> _What the task asks_
Copy each line of the material below that includes the string "halo".

> _Data to process_
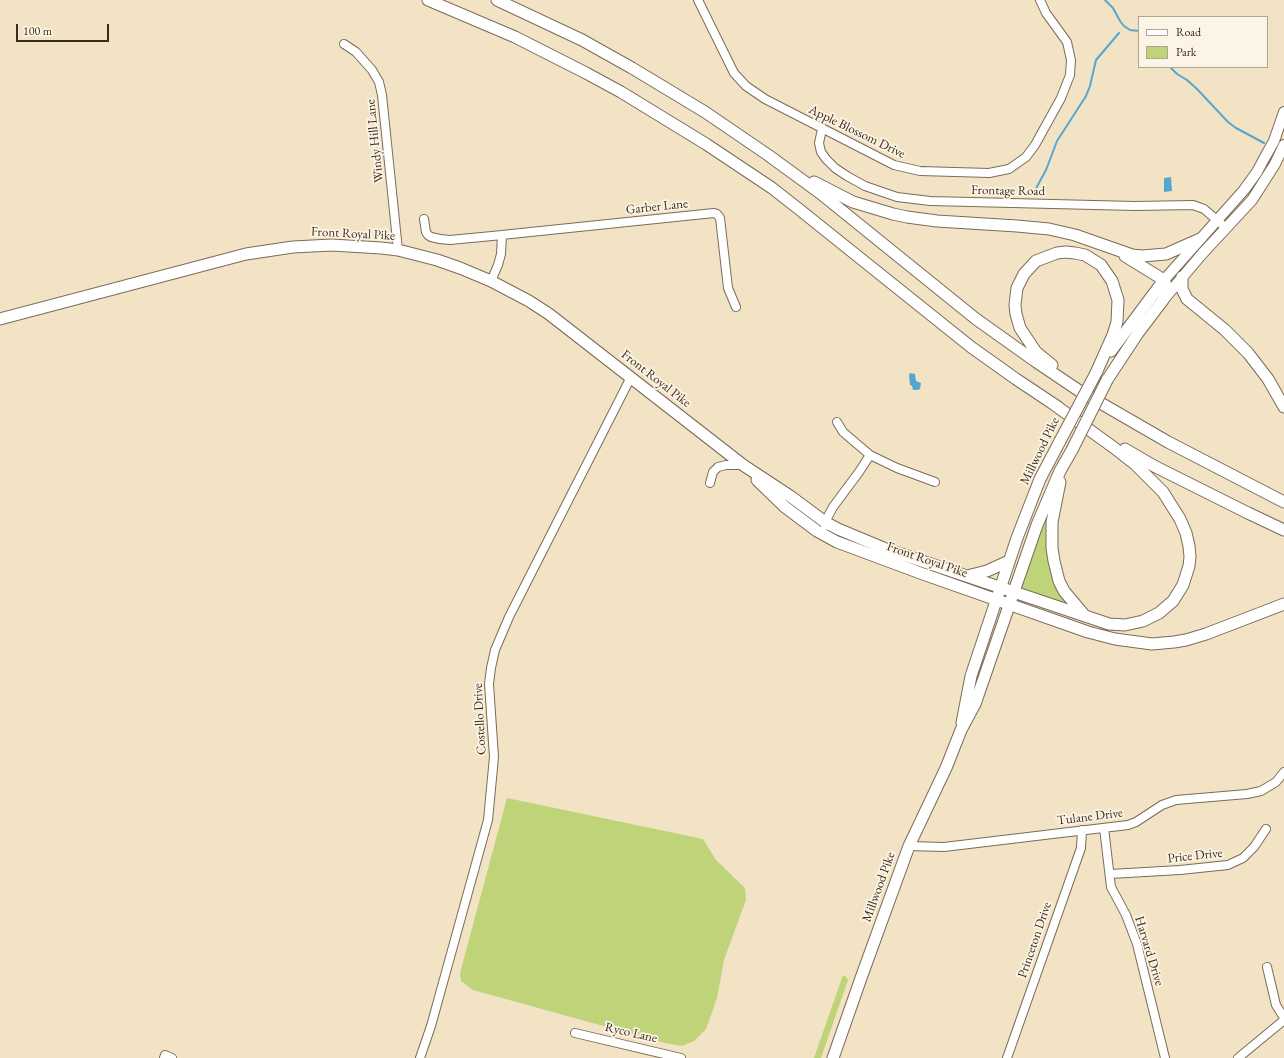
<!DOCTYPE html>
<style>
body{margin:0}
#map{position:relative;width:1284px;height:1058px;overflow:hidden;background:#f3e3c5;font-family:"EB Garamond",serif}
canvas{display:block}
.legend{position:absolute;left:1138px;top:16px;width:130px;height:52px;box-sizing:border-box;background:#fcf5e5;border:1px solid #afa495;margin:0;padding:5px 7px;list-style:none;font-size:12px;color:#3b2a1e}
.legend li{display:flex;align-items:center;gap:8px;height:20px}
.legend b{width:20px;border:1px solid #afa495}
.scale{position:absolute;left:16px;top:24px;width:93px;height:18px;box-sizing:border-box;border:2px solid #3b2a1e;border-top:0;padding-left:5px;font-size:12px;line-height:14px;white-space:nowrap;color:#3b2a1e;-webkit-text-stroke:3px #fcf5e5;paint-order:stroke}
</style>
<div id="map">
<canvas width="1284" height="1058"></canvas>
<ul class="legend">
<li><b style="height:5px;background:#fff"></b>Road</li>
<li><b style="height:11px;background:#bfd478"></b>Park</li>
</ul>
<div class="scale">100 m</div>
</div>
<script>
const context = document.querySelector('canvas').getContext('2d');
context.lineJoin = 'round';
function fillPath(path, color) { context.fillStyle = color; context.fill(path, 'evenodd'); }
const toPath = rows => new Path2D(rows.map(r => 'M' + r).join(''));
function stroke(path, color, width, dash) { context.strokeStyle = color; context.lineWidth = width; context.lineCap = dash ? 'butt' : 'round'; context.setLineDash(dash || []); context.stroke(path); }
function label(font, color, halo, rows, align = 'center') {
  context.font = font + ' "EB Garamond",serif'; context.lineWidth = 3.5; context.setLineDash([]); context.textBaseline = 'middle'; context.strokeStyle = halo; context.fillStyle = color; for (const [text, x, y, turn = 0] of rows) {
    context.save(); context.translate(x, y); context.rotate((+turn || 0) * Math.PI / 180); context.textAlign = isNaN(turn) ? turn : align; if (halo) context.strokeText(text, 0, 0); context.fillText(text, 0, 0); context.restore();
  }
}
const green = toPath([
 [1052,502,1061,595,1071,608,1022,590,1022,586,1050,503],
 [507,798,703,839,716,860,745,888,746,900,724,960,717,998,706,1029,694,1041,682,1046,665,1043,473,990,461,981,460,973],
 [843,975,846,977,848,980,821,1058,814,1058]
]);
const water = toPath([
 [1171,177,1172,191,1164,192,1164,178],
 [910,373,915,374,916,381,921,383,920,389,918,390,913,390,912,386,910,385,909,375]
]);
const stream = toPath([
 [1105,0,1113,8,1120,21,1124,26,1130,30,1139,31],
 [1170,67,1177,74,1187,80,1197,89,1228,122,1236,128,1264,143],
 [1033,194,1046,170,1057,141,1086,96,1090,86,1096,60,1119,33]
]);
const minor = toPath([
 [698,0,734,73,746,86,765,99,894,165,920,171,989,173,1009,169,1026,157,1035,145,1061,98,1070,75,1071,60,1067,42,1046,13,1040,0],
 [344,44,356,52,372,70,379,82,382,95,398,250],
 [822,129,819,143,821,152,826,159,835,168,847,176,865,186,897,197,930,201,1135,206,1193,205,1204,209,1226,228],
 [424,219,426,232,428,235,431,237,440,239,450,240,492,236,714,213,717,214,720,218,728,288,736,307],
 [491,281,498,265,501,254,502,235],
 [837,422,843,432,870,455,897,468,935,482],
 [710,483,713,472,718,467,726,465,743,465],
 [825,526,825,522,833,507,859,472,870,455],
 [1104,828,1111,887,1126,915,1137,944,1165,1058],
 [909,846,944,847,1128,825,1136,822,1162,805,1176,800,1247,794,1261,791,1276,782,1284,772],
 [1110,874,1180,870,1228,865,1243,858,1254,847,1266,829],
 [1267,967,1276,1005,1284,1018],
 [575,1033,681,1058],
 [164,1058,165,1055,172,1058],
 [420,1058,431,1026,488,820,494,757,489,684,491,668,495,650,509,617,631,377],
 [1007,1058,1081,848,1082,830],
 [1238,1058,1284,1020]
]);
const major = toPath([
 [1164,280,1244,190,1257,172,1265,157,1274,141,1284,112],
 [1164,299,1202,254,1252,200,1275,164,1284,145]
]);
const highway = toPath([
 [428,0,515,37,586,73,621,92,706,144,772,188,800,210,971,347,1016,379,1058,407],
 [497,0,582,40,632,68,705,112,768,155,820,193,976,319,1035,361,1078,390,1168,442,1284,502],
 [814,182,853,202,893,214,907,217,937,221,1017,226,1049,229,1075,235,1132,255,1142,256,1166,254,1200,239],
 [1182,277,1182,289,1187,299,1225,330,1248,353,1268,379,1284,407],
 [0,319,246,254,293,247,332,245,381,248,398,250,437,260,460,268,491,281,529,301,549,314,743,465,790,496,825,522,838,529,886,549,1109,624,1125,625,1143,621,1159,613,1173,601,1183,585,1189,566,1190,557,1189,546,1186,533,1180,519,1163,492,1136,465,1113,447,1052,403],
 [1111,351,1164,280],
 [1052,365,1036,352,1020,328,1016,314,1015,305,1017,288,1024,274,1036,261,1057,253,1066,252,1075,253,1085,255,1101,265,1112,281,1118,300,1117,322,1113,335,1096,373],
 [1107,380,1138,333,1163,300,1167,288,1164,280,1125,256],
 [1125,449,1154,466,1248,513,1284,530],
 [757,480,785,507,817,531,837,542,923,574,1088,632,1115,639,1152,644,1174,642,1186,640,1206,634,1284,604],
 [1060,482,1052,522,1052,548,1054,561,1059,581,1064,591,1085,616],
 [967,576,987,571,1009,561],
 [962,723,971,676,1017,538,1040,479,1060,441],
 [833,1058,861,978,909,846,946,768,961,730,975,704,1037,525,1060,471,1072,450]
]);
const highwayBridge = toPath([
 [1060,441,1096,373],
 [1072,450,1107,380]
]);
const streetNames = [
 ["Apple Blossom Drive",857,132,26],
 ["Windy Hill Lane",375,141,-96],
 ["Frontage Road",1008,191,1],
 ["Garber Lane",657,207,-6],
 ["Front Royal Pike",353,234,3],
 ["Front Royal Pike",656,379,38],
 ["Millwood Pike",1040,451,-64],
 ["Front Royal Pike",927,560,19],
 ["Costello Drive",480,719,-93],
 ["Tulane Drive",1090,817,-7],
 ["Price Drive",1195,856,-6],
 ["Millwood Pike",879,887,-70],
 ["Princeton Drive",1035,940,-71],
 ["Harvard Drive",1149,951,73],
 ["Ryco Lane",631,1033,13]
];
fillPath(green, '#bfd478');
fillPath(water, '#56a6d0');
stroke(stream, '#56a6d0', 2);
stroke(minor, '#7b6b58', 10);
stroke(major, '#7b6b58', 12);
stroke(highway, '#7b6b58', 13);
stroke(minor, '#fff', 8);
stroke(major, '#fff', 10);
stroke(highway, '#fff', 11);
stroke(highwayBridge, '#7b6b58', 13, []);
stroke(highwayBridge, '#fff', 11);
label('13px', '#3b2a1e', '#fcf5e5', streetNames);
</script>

---

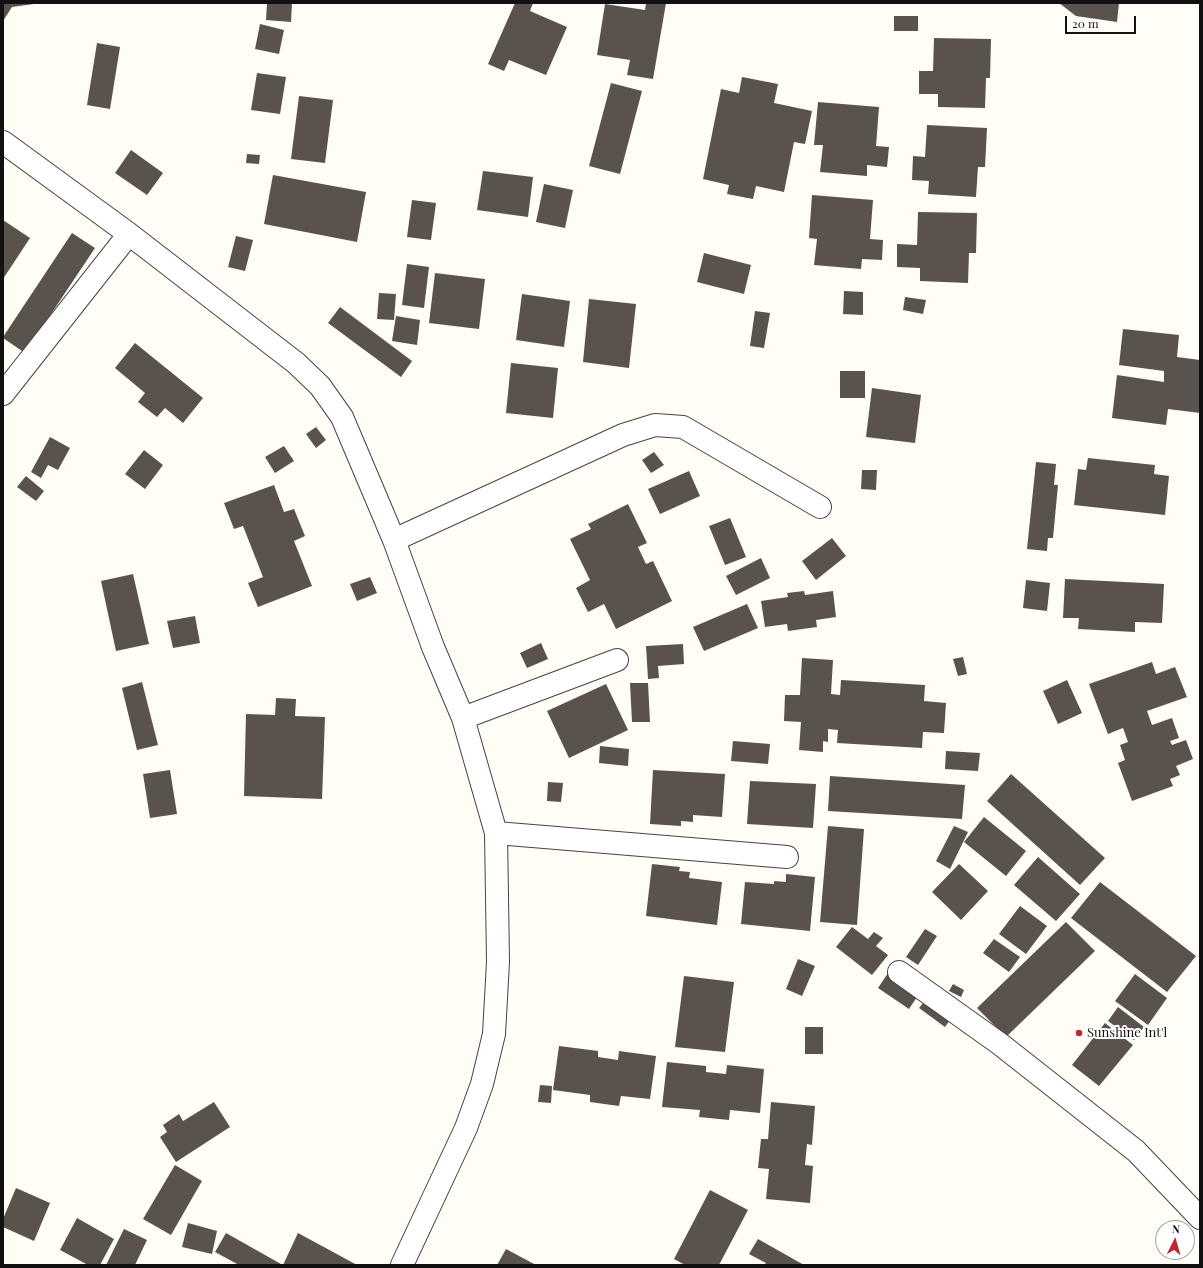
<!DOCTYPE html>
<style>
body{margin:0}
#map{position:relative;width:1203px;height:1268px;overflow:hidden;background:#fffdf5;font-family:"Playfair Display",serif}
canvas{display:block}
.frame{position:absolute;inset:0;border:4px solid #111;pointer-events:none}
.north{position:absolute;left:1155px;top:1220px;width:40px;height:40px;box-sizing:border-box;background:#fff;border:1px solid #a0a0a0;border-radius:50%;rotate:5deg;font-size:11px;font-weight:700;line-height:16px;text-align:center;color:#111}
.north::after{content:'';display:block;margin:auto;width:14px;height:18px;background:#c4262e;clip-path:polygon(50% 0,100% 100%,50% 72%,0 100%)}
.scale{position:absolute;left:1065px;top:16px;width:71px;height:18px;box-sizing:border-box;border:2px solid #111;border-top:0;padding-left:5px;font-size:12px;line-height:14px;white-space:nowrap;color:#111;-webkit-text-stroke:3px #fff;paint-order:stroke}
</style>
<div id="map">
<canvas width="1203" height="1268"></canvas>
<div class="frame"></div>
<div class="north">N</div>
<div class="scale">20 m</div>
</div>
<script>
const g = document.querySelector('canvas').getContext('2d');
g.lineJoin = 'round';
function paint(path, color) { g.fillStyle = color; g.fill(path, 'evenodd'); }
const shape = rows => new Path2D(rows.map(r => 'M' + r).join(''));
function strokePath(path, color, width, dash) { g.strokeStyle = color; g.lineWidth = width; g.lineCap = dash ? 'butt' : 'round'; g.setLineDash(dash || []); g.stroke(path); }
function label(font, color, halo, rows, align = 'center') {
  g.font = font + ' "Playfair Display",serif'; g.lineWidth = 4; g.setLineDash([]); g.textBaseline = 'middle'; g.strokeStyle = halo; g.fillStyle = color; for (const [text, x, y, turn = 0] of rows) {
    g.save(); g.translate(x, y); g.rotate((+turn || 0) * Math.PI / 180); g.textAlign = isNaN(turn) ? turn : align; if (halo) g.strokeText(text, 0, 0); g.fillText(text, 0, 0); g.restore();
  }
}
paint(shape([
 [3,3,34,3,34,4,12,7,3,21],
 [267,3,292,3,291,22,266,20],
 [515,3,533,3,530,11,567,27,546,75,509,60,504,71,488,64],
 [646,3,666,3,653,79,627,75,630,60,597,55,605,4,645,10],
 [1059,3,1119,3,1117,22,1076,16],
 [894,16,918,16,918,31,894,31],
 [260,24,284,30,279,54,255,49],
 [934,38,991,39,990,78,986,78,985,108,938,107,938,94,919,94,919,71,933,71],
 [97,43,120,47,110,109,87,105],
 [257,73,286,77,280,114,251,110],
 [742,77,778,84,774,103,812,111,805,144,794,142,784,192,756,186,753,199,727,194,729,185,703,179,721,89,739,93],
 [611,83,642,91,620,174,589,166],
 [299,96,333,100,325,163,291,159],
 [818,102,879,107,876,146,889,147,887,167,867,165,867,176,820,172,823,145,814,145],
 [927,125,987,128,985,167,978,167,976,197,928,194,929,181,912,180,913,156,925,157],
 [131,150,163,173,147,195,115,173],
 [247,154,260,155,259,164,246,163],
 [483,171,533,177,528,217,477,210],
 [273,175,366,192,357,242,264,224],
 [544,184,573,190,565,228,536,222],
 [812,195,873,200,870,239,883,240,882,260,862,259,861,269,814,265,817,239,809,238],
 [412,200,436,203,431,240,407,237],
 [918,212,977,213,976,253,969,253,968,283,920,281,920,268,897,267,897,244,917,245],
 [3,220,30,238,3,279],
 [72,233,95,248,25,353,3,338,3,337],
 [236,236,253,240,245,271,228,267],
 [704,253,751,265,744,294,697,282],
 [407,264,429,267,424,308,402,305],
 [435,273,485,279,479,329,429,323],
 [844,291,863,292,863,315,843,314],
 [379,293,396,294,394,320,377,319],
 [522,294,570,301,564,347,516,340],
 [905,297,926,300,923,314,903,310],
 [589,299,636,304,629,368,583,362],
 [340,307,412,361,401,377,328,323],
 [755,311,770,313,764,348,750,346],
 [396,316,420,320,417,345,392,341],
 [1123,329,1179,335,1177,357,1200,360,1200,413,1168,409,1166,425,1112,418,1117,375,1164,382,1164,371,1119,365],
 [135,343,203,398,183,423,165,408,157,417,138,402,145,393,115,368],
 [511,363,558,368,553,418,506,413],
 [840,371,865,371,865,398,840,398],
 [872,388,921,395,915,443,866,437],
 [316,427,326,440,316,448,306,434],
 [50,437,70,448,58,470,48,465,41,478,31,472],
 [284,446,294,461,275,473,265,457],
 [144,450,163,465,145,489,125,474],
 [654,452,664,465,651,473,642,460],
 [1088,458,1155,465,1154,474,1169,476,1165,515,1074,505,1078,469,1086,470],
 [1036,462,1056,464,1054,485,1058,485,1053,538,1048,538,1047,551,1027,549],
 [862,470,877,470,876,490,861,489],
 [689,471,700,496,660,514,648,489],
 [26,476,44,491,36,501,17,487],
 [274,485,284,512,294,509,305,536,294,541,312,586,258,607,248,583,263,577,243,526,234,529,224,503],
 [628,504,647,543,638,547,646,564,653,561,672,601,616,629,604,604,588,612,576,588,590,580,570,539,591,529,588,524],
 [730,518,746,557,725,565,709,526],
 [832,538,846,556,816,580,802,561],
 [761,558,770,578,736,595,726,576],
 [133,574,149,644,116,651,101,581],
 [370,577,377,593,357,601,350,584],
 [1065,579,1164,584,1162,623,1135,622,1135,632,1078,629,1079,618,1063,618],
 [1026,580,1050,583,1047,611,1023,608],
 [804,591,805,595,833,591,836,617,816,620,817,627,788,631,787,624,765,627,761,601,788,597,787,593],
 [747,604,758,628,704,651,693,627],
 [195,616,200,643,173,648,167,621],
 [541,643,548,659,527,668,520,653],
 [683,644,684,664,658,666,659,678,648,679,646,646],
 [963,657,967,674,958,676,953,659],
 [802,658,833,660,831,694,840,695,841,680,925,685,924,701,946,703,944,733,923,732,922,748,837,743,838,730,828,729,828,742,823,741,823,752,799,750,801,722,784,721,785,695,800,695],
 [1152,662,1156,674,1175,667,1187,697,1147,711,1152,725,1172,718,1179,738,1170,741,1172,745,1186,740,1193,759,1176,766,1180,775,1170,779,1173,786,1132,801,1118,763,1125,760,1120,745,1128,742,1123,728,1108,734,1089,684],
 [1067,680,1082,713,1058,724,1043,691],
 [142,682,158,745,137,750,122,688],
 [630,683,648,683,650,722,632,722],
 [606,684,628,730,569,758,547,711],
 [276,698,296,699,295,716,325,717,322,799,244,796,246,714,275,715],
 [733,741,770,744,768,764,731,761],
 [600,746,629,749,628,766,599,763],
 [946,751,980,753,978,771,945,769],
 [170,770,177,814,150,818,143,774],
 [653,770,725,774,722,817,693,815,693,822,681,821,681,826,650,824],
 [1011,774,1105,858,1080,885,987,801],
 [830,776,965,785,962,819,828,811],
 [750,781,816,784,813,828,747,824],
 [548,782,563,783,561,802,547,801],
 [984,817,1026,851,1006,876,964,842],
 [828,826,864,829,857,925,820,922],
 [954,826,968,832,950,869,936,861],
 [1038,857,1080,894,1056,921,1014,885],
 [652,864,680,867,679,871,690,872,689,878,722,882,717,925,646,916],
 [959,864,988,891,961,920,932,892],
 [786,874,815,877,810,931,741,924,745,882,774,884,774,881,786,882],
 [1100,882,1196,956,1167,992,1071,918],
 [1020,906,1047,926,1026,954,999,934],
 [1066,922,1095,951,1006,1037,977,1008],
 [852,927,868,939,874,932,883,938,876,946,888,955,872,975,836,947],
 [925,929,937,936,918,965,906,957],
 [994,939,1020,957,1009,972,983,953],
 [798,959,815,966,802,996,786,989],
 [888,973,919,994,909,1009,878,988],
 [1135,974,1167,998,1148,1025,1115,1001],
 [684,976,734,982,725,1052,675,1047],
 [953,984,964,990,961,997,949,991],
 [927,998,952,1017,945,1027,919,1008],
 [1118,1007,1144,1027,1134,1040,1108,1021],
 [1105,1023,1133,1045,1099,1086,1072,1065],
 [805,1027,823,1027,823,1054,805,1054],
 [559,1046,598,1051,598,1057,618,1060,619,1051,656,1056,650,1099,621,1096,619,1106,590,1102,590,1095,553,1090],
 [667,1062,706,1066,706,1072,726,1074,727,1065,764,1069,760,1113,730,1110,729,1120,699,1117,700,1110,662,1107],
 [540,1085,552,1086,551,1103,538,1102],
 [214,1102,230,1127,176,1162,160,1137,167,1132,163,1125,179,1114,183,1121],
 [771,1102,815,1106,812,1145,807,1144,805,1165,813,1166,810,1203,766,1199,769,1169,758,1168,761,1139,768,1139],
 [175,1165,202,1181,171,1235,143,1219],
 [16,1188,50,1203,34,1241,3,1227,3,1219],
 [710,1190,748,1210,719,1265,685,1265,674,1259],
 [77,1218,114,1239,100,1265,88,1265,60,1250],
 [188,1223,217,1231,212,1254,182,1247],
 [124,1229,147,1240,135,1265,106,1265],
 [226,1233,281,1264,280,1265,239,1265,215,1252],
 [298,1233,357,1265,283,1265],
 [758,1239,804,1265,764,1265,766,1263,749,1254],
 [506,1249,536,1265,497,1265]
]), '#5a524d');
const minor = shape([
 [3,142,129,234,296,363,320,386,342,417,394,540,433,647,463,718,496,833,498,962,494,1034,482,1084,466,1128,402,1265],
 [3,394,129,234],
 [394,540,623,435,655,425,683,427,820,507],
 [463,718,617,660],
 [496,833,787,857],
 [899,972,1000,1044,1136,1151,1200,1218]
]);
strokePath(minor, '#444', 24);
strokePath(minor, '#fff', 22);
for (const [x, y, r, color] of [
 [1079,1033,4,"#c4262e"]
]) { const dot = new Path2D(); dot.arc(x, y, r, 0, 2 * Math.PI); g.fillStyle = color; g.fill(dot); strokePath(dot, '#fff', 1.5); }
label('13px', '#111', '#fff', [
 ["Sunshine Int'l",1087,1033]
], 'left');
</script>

> _Answer to the problem_
function label(font, color, halo, rows, align = 'center') {
  context.font = font + ' "EB Garamond",serif'; context.lineWidth = 3.5; context.setLineDash([]); context.textBaseline = 'middle'; context.strokeStyle = halo; context.fillStyle = color; for (const [text, x, y, turn = 0] of rows) {
    context.save(); context.translate(x, y); context.rotate((+turn || 0) * Math.PI / 180); context.textAlign = isNaN(turn) ? turn : align; if (halo) context.strokeText(text, 0, 0); context.fillText(text, 0, 0); context.restore();
function label(font, color, halo, rows, align = 'center') {
  g.font = font + ' "Playfair Display",serif'; g.lineWidth = 4; g.setLineDash([]); g.textBaseline = 'middle'; g.strokeStyle = halo; g.fillStyle = color; for (const [text, x, y, turn = 0] of rows) {
    g.save(); g.translate(x, y); g.rotate((+turn || 0) * Math.PI / 180); g.textAlign = isNaN(turn) ? turn : align; if (halo) g.strokeText(text, 0, 0); g.fillText(text, 0, 0); g.restore();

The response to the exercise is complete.